» **Work instructions**
Please reproduce the entries below exactly, leaving the pictures out.

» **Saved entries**
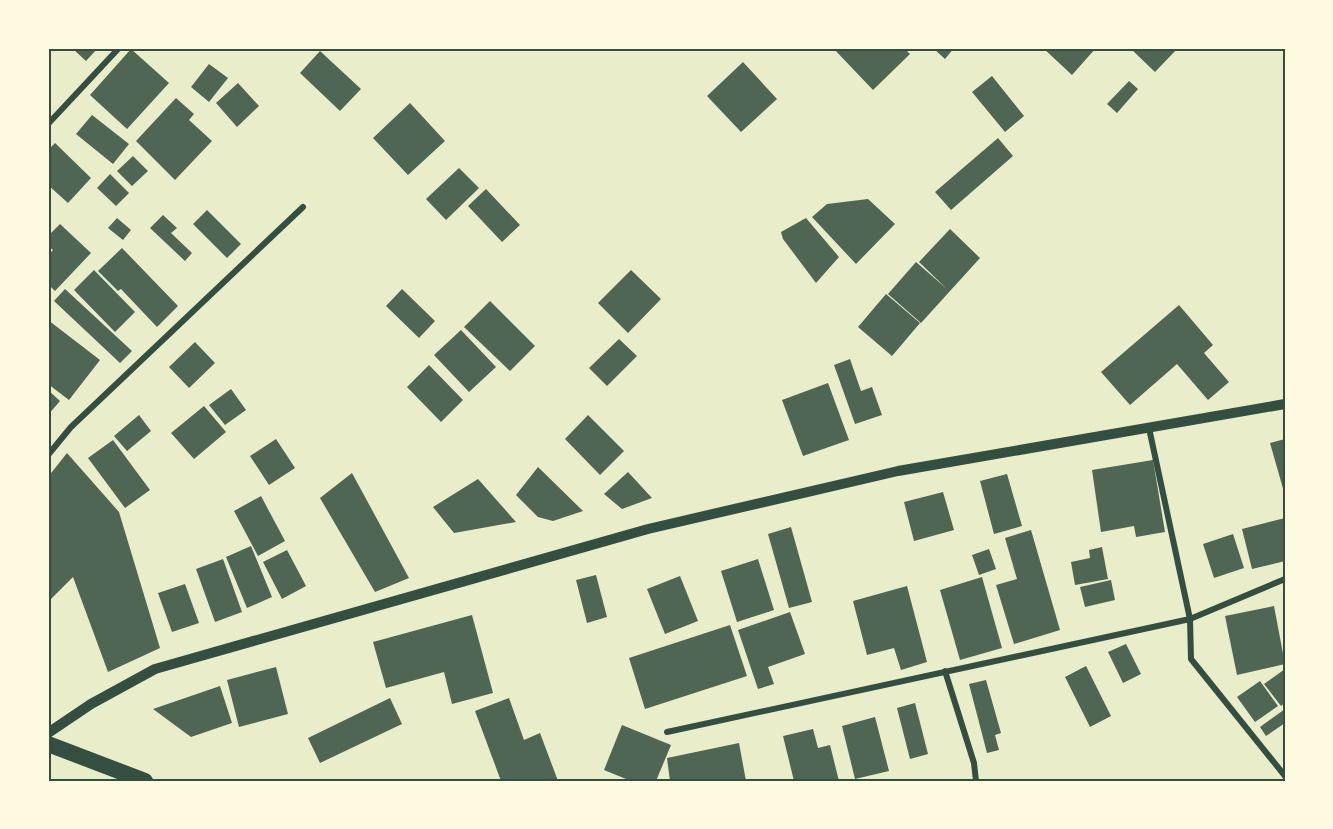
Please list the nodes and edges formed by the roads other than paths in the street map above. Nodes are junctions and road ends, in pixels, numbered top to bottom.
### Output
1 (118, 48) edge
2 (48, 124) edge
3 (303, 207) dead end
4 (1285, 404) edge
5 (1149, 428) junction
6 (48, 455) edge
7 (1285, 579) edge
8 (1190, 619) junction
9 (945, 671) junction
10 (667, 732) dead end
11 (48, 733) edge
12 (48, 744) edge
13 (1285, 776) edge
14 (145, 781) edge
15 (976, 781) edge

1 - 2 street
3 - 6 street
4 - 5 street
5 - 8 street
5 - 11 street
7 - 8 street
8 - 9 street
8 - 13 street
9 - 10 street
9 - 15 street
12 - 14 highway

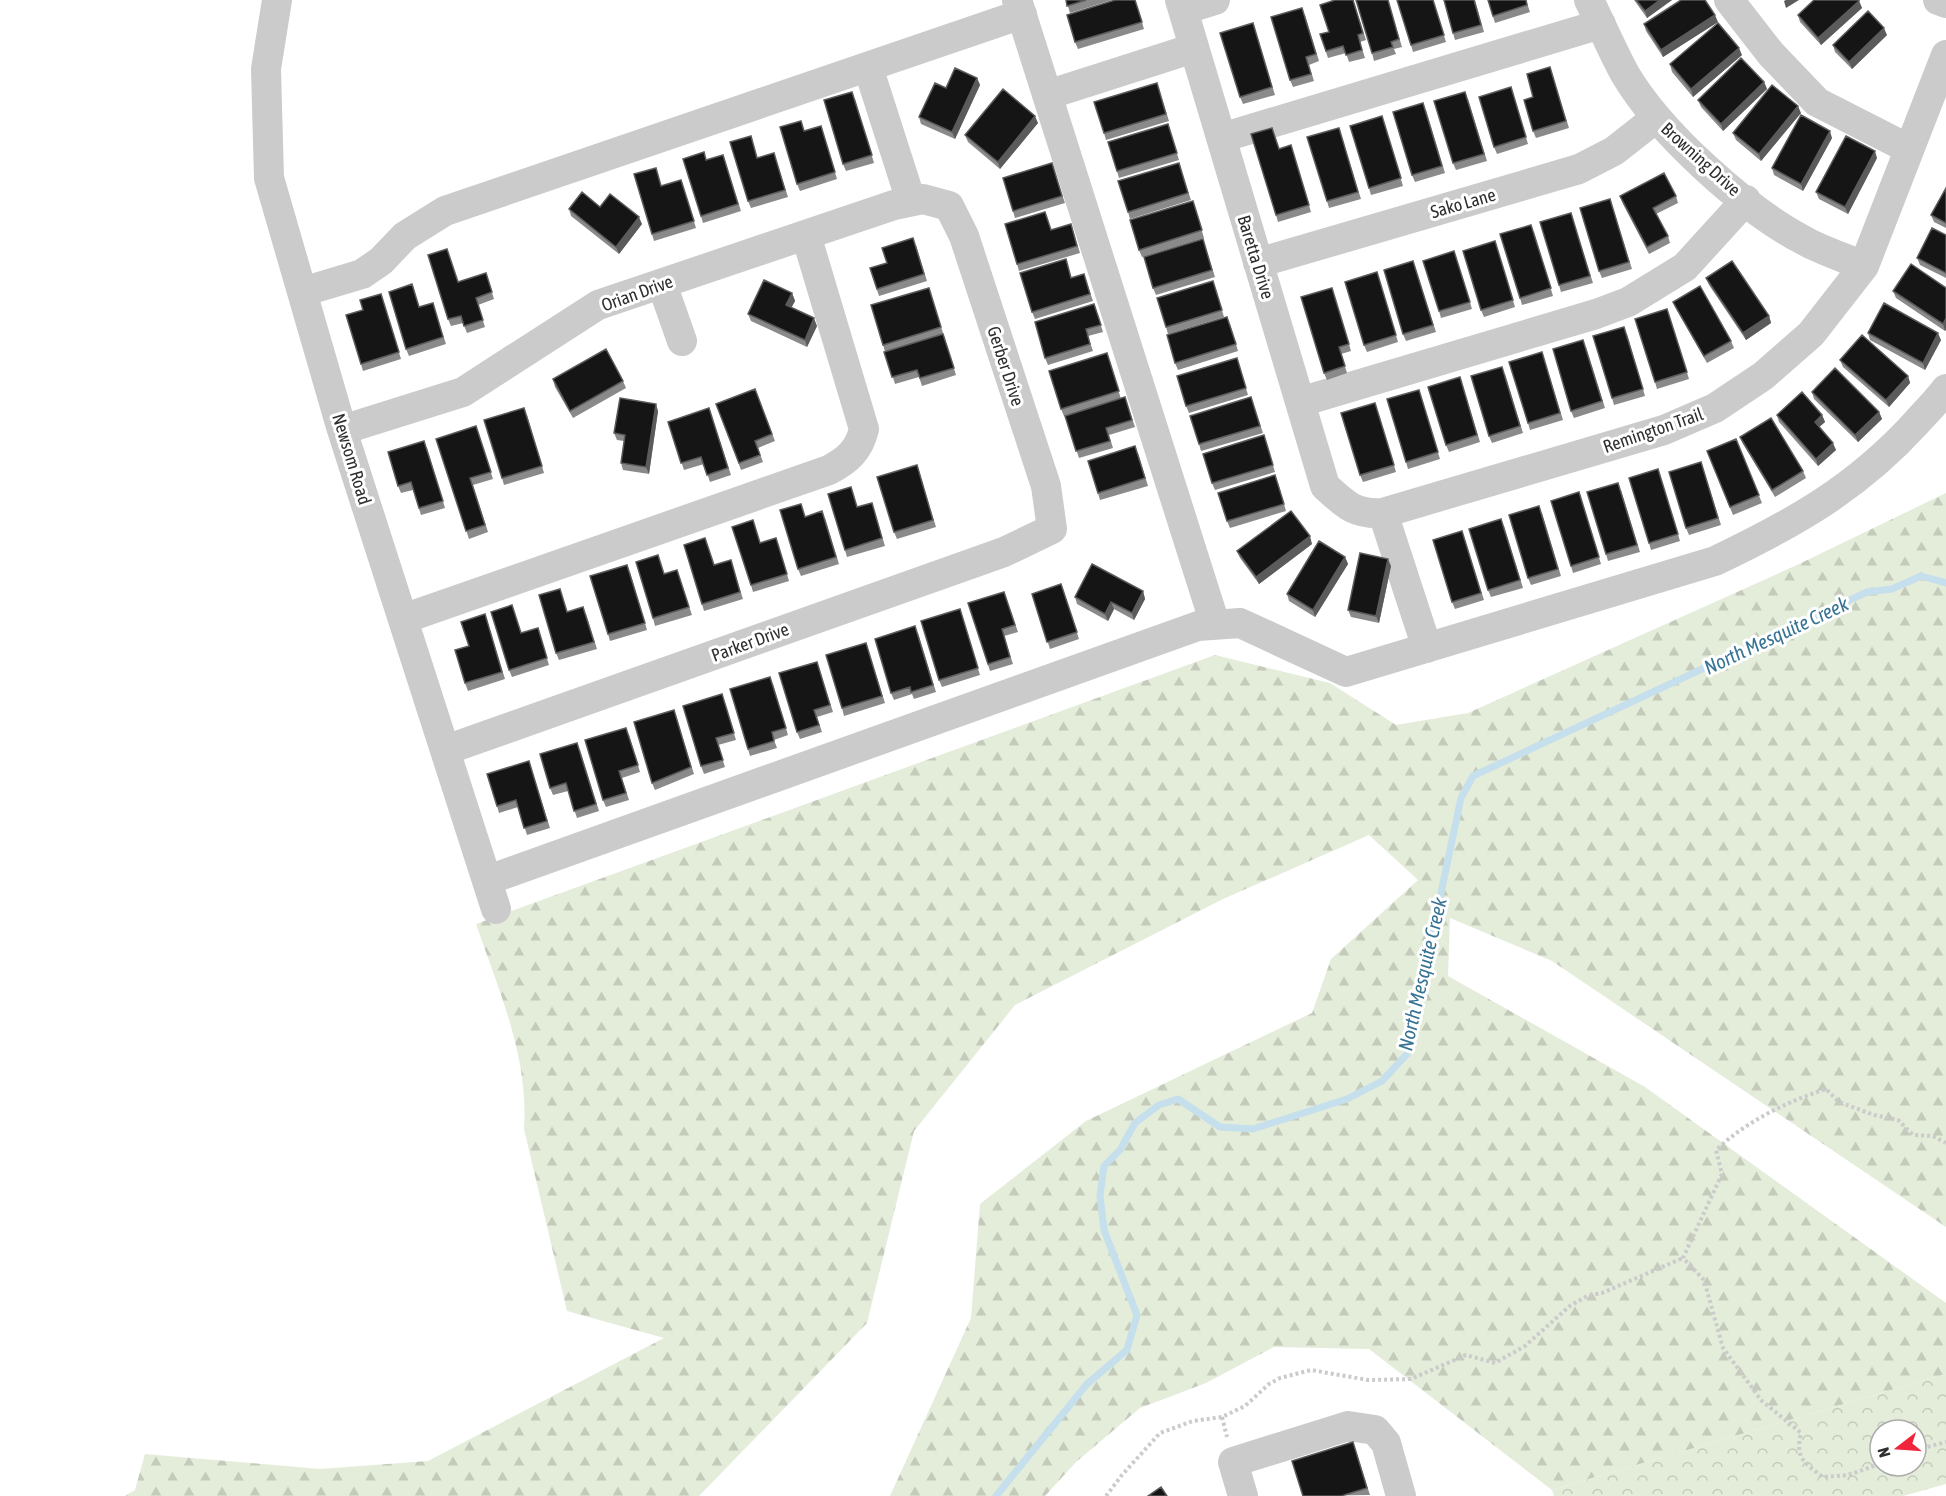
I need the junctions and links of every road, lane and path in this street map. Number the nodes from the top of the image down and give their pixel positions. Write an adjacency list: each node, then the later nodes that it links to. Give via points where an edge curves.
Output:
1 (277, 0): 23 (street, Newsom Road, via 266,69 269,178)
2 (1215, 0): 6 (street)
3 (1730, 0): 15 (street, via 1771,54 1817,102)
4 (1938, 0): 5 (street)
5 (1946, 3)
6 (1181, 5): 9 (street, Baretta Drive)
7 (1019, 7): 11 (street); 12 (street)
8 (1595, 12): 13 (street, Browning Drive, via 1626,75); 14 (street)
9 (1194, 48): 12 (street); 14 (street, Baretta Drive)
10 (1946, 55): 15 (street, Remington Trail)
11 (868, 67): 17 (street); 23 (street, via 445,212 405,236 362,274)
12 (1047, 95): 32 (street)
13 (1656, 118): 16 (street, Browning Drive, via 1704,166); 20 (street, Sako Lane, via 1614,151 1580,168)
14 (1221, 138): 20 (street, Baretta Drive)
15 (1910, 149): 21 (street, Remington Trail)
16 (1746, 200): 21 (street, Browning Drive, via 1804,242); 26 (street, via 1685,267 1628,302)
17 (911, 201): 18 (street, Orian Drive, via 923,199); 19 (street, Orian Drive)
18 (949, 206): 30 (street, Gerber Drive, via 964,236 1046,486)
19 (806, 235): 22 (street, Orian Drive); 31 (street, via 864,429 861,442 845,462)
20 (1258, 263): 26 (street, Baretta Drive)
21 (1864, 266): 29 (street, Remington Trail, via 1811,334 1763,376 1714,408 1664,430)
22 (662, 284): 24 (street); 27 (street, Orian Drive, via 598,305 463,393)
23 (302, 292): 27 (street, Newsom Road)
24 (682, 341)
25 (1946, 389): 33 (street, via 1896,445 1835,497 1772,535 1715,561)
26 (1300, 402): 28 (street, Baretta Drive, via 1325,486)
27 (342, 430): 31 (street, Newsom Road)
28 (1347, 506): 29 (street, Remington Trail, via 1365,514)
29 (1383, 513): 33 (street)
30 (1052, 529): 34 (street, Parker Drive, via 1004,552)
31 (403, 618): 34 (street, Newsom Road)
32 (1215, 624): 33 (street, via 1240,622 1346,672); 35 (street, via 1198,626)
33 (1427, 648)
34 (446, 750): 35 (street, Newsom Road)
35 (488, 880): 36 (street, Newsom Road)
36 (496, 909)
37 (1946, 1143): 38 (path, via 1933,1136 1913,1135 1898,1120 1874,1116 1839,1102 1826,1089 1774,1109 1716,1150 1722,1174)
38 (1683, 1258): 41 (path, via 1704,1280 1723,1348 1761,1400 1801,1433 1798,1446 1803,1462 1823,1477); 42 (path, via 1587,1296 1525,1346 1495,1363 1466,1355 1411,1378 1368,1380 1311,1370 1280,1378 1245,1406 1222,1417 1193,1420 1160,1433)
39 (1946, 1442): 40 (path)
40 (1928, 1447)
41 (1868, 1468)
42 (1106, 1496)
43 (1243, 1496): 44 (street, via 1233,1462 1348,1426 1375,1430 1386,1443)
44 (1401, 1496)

» **Response**
Please list the nodes and edges formed by the roads other than paths in the street map above. Nodes are junctions and road ends, in pixels, numbered top to bottom.
### Output
1 (118, 48) edge
2 (48, 124) edge
3 (303, 207) dead end
4 (1285, 404) edge
5 (1149, 428) junction
6 (48, 455) edge
7 (1285, 579) edge
8 (1190, 619) junction
9 (945, 671) junction
10 (667, 732) dead end
11 (48, 733) edge
12 (48, 744) edge
13 (1285, 776) edge
14 (145, 781) edge
15 (976, 781) edge

1 - 2 street
3 - 6 street
4 - 5 street
5 - 8 street
5 - 11 street
7 - 8 street
8 - 9 street
8 - 13 street
9 - 10 street
9 - 15 street
12 - 14 highway

I need the junctions and links of every road, lane and path in this street map. Number the nodes from the top of the image down and give their pixel positions. Write an adjacency list: each node, then the later nodes that it links to. Give via points where an edge curves.
Output:
1 (277, 0): 23 (street, Newsom Road, via 266,69 269,178)
2 (1215, 0): 6 (street)
3 (1730, 0): 15 (street, via 1771,54 1817,102)
4 (1938, 0): 5 (street)
5 (1946, 3)
6 (1181, 5): 9 (street, Baretta Drive)
7 (1019, 7): 11 (street); 12 (street)
8 (1595, 12): 13 (street, Browning Drive, via 1626,75); 14 (street)
9 (1194, 48): 12 (street); 14 (street, Baretta Drive)
10 (1946, 55): 15 (street, Remington Trail)
11 (868, 67): 17 (street); 23 (street, via 445,212 405,236 362,274)
12 (1047, 95): 32 (street)
13 (1656, 118): 16 (street, Browning Drive, via 1704,166); 20 (street, Sako Lane, via 1614,151 1580,168)
14 (1221, 138): 20 (street, Baretta Drive)
15 (1910, 149): 21 (street, Remington Trail)
16 (1746, 200): 21 (street, Browning Drive, via 1804,242); 26 (street, via 1685,267 1628,302)
17 (911, 201): 18 (street, Orian Drive, via 923,199); 19 (street, Orian Drive)
18 (949, 206): 30 (street, Gerber Drive, via 964,236 1046,486)
19 (806, 235): 22 (street, Orian Drive); 31 (street, via 864,429 861,442 845,462)
20 (1258, 263): 26 (street, Baretta Drive)
21 (1864, 266): 29 (street, Remington Trail, via 1811,334 1763,376 1714,408 1664,430)
22 (662, 284): 24 (street); 27 (street, Orian Drive, via 598,305 463,393)
23 (302, 292): 27 (street, Newsom Road)
24 (682, 341)
25 (1946, 389): 33 (street, via 1896,445 1835,497 1772,535 1715,561)
26 (1300, 402): 28 (street, Baretta Drive, via 1325,486)
27 (342, 430): 31 (street, Newsom Road)
28 (1347, 506): 29 (street, Remington Trail, via 1365,514)
29 (1383, 513): 33 (street)
30 (1052, 529): 34 (street, Parker Drive, via 1004,552)
31 (403, 618): 34 (street, Newsom Road)
32 (1215, 624): 33 (street, via 1240,622 1346,672); 35 (street, via 1198,626)
33 (1427, 648)
34 (446, 750): 35 (street, Newsom Road)
35 (488, 880): 36 (street, Newsom Road)
36 (496, 909)
37 (1946, 1143): 38 (path, via 1933,1136 1913,1135 1898,1120 1874,1116 1839,1102 1826,1089 1774,1109 1716,1150 1722,1174)
38 (1683, 1258): 41 (path, via 1704,1280 1723,1348 1761,1400 1801,1433 1798,1446 1803,1462 1823,1477); 42 (path, via 1587,1296 1525,1346 1495,1363 1466,1355 1411,1378 1368,1380 1311,1370 1280,1378 1245,1406 1222,1417 1193,1420 1160,1433)
39 (1946, 1442): 40 (path)
40 (1928, 1447)
41 (1868, 1468)
42 (1106, 1496)
43 (1243, 1496): 44 (street, via 1233,1462 1348,1426 1375,1430 1386,1443)
44 (1401, 1496)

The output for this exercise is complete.